Key highlights include: 
  • Short acting beta2 agonists - a group of drugs that can provide quick relief of asthma symptoms - are the key ‘rescue therapy’ from symptoms or asthma attacks and can form part of all treatment plans, but should rarely be used on their own
  • A key emphasis on medication to prevent future asthma attacks - inhaled corticosteroids remain the most effective ‘preventer’ drug for all adults and children
  • Asthma inhalers should not be prescribed generically to avoid patients being given an unfamiliar device that they may not know how to use properly
  • If a patient has poor control of their asthma, it is essential to check whether they are using their current drug treatment correctly and regularly, before stepping up treatment
  • Weight loss initiatives – including dietary and exercise programmes – can be offered for overweight or obese adults and children with asthma and may improve their asthma control 
  • Each patient should be offered a written asthma action plan as it is key to the effective management of their asthma
  • The use of new electronic technologies can help in the delivery of asthma care, and evidence shows they can be at least as good as traditional methods, although outcomes do vary
Approaches include; games to encourage children to take their medication, remote consultations, automated treatment reminders, and computerised decision-support systems for health professionals. The guideline says they can be considered according to local need
  • Women with asthma who are pregnant should be informed of the importance of continuing their asthma medication during pregnancy for the health of both mother and baby
Dr John White, British Thoracic Society member and Consultant Respiratory Physician, York NHS Foundation Trust, who co-chaired the group that delivered the updated BTS/SIGN Guideline, said:
‘Asthma is a complex disease and symptoms can vary over time.  In addition, evidence shows there’s still no single ‘magic bullet test’ for asthma. This all means that diagnosis isn’t always easy.

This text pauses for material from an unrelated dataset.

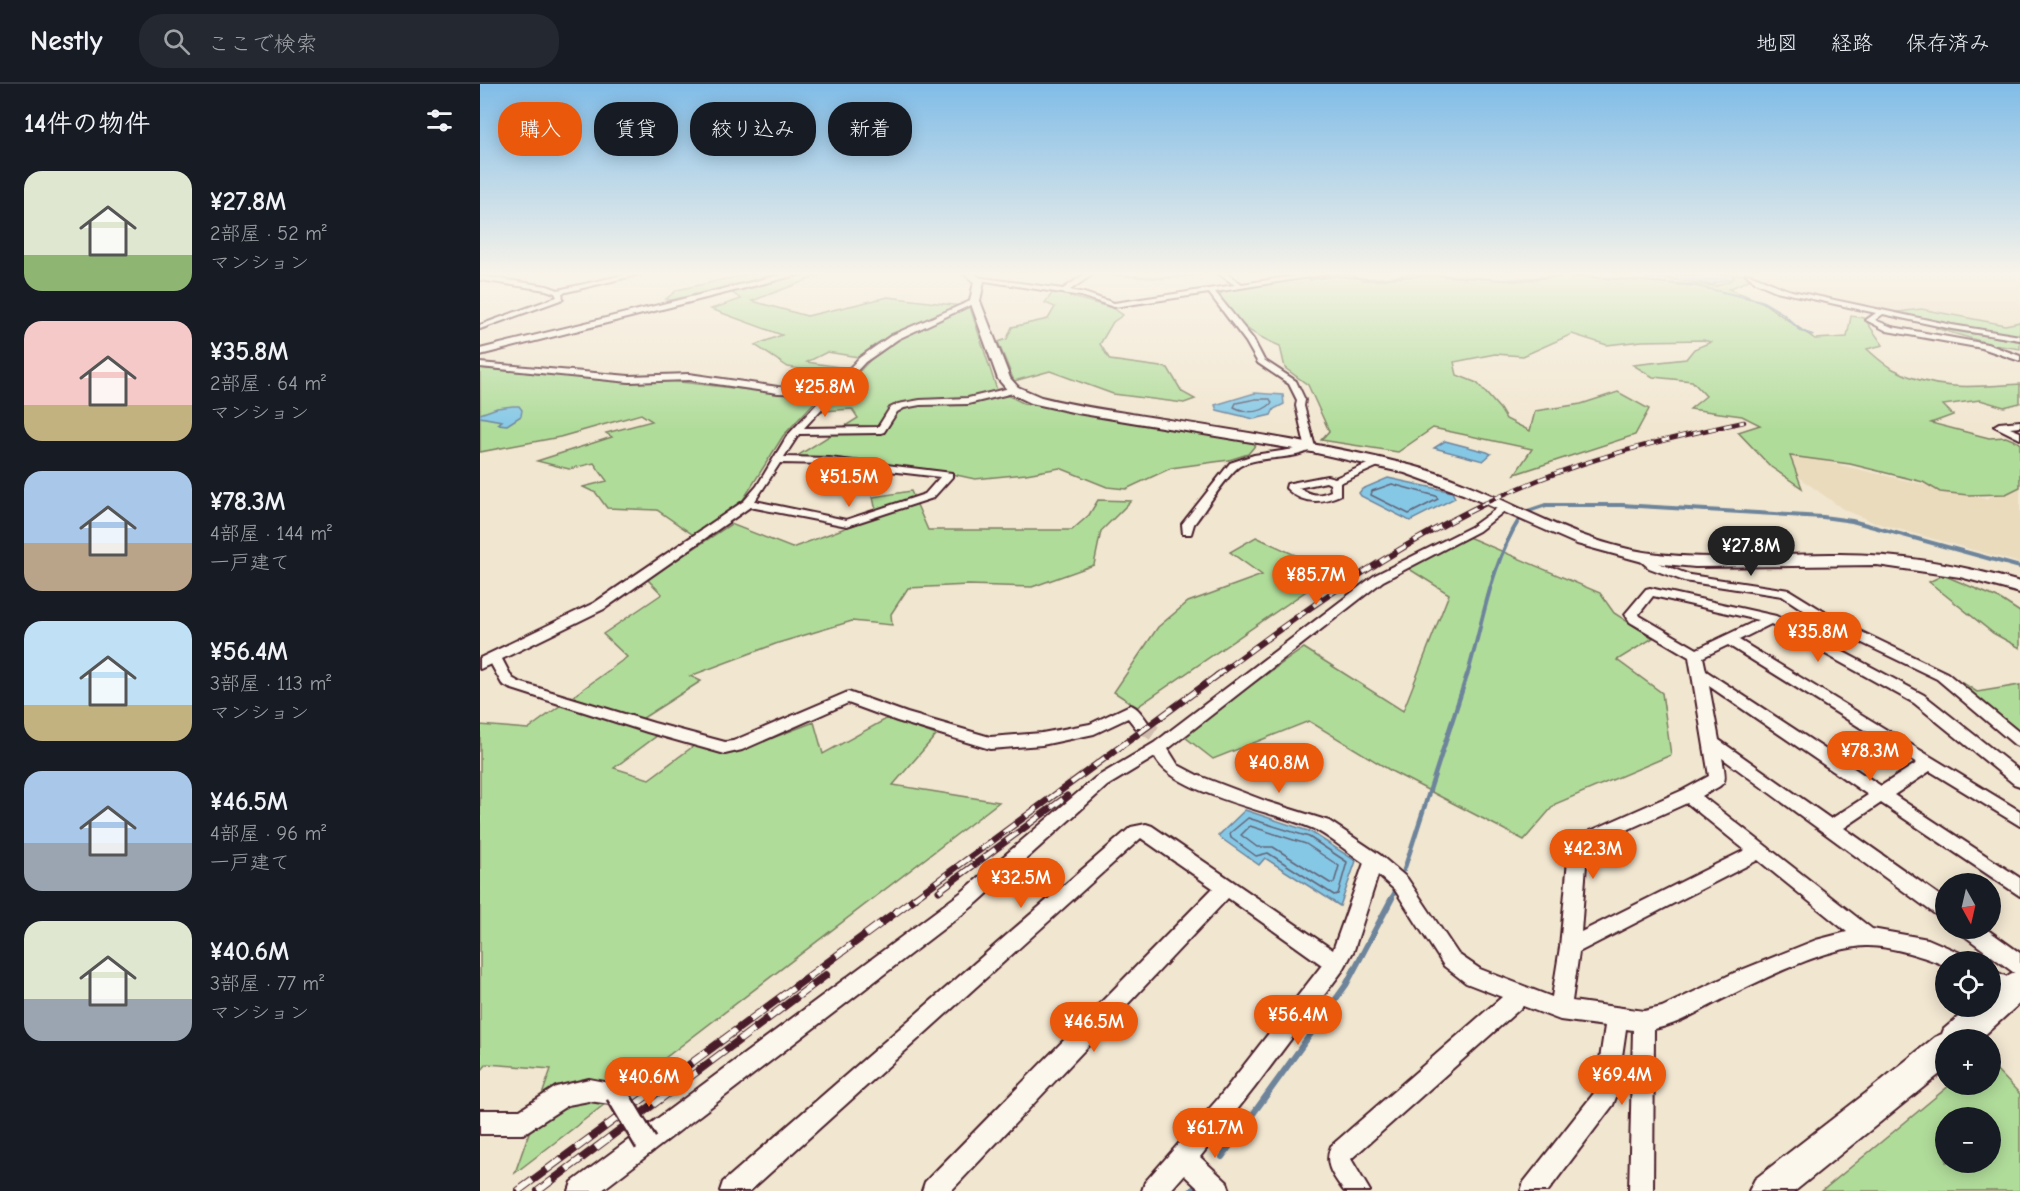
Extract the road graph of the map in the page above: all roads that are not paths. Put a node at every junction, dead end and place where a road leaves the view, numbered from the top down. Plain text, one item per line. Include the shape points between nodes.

This update should be really valuable as it gives healthcare professionals an evidence-based but highly practical approach to suspecting and confirming a diagnosis of asthma, as well as giving the latest guidance on the most appropriate treatments and interventions to combat the disease.  

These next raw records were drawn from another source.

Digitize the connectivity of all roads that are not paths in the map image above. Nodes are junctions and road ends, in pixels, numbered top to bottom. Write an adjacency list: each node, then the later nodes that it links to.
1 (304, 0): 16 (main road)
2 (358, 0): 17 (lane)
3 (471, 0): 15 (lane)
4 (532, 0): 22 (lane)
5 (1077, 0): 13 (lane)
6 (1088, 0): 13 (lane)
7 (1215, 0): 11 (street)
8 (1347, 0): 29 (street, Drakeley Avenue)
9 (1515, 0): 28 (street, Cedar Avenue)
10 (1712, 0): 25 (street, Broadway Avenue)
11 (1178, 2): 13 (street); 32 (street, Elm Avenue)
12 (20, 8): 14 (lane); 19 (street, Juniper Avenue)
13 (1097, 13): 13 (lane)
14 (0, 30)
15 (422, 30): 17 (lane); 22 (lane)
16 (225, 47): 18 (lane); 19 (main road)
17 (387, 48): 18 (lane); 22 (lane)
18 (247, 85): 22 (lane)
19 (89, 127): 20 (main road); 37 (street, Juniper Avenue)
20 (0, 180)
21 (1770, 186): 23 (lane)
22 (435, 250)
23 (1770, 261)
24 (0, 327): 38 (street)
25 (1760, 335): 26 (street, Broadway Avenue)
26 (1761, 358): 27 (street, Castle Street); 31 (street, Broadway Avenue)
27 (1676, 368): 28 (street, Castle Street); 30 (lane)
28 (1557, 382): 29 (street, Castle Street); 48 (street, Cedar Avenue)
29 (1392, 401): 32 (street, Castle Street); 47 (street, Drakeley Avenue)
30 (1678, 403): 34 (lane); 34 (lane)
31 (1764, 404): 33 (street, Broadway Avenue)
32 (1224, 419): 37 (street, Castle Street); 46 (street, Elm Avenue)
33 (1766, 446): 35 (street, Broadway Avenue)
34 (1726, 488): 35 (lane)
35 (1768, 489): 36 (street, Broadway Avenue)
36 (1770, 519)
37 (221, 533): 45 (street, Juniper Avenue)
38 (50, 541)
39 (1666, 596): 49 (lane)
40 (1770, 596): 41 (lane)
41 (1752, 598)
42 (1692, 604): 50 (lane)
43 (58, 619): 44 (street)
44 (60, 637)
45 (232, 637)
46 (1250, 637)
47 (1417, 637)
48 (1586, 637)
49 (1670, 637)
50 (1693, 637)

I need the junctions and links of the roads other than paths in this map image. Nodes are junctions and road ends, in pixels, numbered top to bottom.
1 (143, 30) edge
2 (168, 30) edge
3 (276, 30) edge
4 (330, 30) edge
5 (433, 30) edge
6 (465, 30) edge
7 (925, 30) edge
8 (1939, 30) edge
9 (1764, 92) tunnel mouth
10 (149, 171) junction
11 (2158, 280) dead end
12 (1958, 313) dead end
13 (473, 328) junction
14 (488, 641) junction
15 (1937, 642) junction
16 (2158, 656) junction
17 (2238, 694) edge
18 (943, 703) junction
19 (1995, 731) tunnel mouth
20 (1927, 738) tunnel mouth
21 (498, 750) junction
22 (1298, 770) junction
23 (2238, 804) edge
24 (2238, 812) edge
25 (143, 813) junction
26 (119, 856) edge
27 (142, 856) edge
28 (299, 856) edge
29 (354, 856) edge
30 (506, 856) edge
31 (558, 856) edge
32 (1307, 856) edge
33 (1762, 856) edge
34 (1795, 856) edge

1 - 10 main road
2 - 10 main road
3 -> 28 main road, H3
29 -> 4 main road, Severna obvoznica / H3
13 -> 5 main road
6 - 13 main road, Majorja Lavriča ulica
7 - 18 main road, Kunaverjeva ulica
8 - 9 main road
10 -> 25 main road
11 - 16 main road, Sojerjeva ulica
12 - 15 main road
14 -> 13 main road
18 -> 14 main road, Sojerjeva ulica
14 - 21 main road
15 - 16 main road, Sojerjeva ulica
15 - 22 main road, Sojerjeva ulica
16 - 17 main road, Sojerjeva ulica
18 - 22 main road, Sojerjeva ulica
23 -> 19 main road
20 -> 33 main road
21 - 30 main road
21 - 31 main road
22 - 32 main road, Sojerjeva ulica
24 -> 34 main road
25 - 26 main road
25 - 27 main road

The guideline also reinforces previous messages that remain vital in the battle against asthma. It is critical, for example, that everyone with the condition is offered a written personalised action plan and review, and that inhalers are only prescribed after patients have received training in using them and demonstrate adequate technique.
We do hope that health, social care and education professionals can work together with people with asthma in using these guidelines to provide the best care possible.’   
SIGN is part of Healthcare Improvement Scotland.
Sara Twaddle, Director of Evidence for Healthcare Improvement Scotland, said:
“Over 5 million people are currently being treated for asthma in the UK and 1,468 people died from asthma attacks in the UK in 2015 – the highest level for 10 years. It’s important that we diagnose and treat people to the best of our ability, hence the reason we update this guideline for clinicians every two years using the most up-to-date evidence. This new updated guideline underlines that there is still no single diagnostic test for asthma, and emphasises the importance of preventive therapy. We urge clinicians across the UK to refer to this guideline for diagnosis and treatment. By doing so, they will help to improve the care that people with asthma receive.”
The BTS/SIGN asthma guideline is a ‘living guideline’ updated biennially.  Following a scoping exercise, key sections are selected for updating based on availability of new evidence.